Israeli military spokesman Avichay Adraee issued evacuation warnings for 20 buildings in the suburbs, as well as a warning for the southern town of Naqoura where UNIFIL is headquartered.
UNIFIL spokesperson Andrea Tenenti told The Associated Press that peacekeepers will not evacuate.
Other strikes hit in the southern city of Tyre, where the Israeli military said it killed a local Hezbollah commander.
The Israeli military also said its ground troops clashed with Hezbollah forces and destroyed rocket launchers in the Slouqi area on the eastern end of the Litani River, a few kilometres from the Israeli border.
Previous ceasefire hopes were dashed
Under the ceasefire deal, Hezbollah would be required to move its forces north of the Litani, which in some places is about 30 kilometers (20 miles) north of the border.

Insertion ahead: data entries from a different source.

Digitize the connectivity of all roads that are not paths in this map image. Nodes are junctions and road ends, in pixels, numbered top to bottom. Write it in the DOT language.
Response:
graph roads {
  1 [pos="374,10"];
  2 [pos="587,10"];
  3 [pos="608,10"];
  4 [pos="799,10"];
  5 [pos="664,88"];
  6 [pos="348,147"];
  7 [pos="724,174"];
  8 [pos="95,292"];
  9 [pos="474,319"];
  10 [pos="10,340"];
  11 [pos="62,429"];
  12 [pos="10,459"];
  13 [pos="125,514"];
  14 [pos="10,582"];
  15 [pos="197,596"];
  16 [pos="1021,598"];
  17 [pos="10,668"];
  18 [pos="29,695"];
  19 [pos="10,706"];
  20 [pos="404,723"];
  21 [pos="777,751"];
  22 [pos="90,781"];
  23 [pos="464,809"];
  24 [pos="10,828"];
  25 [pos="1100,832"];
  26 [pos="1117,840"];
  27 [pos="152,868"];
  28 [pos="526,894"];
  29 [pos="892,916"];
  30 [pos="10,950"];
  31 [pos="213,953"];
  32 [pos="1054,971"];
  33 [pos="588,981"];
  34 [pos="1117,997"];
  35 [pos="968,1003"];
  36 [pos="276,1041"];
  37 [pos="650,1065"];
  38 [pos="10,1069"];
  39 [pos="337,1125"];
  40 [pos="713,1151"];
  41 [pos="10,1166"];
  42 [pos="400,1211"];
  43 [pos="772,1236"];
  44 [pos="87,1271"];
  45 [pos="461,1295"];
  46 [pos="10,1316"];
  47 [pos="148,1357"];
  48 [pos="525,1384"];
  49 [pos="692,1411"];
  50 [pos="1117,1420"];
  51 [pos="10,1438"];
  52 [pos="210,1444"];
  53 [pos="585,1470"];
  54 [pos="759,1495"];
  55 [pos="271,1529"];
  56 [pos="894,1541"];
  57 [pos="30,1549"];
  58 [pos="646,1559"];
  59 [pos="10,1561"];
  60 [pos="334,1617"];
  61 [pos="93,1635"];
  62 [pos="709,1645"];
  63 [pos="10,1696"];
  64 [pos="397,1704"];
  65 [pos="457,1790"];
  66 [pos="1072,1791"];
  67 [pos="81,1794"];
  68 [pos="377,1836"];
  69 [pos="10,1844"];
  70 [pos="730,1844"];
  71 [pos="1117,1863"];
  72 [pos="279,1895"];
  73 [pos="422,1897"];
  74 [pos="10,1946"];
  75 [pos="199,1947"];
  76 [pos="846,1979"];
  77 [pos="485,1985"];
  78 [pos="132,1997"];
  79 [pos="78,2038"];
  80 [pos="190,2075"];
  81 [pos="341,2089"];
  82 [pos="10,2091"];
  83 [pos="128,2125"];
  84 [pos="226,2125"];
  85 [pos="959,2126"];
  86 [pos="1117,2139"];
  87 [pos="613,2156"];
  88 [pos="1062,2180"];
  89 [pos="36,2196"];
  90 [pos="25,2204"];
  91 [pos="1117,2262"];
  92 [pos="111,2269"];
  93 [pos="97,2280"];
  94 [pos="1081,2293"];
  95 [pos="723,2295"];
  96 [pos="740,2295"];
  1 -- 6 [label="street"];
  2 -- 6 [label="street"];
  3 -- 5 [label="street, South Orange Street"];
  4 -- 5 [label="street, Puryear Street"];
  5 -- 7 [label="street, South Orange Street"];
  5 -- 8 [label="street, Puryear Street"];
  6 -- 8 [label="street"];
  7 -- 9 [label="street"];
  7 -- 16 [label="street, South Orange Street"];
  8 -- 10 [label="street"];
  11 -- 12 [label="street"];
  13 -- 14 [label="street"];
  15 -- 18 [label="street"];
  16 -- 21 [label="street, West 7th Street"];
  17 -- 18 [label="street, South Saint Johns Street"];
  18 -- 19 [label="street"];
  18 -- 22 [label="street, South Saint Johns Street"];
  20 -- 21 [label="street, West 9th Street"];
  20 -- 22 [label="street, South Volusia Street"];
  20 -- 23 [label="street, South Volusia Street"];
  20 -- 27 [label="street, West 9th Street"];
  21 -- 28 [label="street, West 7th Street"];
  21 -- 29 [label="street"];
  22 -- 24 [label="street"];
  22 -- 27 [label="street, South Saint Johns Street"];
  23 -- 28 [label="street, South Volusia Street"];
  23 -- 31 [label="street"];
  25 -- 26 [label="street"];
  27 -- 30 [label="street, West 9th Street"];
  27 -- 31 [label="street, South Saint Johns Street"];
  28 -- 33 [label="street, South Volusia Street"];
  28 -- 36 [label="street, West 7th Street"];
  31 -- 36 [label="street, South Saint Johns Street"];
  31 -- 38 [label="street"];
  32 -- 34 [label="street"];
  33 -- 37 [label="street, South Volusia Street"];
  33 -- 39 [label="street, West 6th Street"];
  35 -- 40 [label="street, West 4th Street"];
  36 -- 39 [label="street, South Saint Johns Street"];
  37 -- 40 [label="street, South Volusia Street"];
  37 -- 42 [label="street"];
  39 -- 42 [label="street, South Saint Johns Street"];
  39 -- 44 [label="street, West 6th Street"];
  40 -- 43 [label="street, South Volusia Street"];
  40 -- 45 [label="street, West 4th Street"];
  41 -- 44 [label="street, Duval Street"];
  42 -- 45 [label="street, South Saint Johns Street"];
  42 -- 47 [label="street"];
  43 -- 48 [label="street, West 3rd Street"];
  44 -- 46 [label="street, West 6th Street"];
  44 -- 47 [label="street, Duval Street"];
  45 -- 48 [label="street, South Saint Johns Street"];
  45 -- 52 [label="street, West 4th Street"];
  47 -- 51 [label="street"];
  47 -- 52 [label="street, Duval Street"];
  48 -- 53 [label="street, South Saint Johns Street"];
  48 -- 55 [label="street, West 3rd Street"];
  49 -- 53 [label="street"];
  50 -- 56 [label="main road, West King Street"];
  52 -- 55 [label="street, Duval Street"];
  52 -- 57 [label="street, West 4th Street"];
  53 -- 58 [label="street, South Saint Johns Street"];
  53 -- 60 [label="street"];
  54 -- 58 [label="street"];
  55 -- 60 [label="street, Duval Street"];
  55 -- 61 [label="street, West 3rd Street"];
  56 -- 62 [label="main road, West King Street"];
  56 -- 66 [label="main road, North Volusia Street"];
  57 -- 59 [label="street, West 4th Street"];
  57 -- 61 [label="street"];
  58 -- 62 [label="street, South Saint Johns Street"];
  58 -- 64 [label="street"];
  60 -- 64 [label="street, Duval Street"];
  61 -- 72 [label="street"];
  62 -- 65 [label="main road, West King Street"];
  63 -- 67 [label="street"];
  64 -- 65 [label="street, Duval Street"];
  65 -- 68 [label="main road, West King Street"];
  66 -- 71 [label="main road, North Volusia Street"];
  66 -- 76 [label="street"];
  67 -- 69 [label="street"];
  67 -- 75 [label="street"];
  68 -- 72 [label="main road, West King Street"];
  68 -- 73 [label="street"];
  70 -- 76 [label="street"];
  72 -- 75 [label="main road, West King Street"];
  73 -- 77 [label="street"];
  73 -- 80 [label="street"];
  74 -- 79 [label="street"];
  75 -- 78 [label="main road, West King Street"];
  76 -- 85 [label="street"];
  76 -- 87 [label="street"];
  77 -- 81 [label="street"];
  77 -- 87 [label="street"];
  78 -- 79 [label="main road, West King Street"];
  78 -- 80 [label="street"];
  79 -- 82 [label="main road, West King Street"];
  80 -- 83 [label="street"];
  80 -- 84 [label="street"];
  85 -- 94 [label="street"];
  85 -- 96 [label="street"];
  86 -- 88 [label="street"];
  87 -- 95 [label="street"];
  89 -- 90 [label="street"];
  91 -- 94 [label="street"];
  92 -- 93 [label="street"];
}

A ceasefire between Israel and Hezbollah, the strongest Iranian-backed force in the region, would likely significantly calm regional tensions that have led to fears of a direct, all-out war between Israel and Iran. It's not clear how the ceasefire will affect the Israel-Hamas war in Gaza. Hezbollah had long insisted that it would not agree to a ceasefire until the war in Gaza ends, but it dropped that condition.
Hezbollah began firing into northern Israel, saying it was showing support for the Palestinians, a day after Hamas carried out its Oct. 7, 2023, attack on southern Israel, triggering the Gaza war. Israel returned fire on Hezbollah, and the two sides have been exchanging barrages ever since.
Israel escalated its campaign of bombardment in mid-September and later sent troops into Lebanon, vowing to put an end to Hezbollah fire so tens of thousands of evacuated Israelis could return to their homes.
More than 3,760 people have been killed by Israeli fire in Lebanon the past 13 months, many of them civilians, according to Lebanese health officials. The bombardment has driven 1.2 million people from their homes. Israel says it has killed more than 2,000 Hezbollah members.
Hezbollah fire has forced some 50,000 Israelis to evacuate in the country's north, and its rockets have reached as far south in Israel as Tel Aviv. At least 75 people have been killed, more than half of them civilians. More than 50 Israeli soldiers have died in the ground offensive in Lebanon.
After previous hopes for a ceasefire were dashed, U.S. officials cautioned that negotiations were not yet complete and noted there could be last-minute hitches that delay or destroy an agreement.
“Nothing is done until everything is done,” White House national security spokesman John Kirby said.
While the ceasefire proposal is expected to be approved if Netanyahu brings it to a vote in his security Cabinet, one hard-line member, National Security Minister Itamar Ben-Gvir, said he would oppose it. He said on X that a deal with Lebanon would be a “big mistake” and a “missed historic opportunity to eradicate Hezbollah.”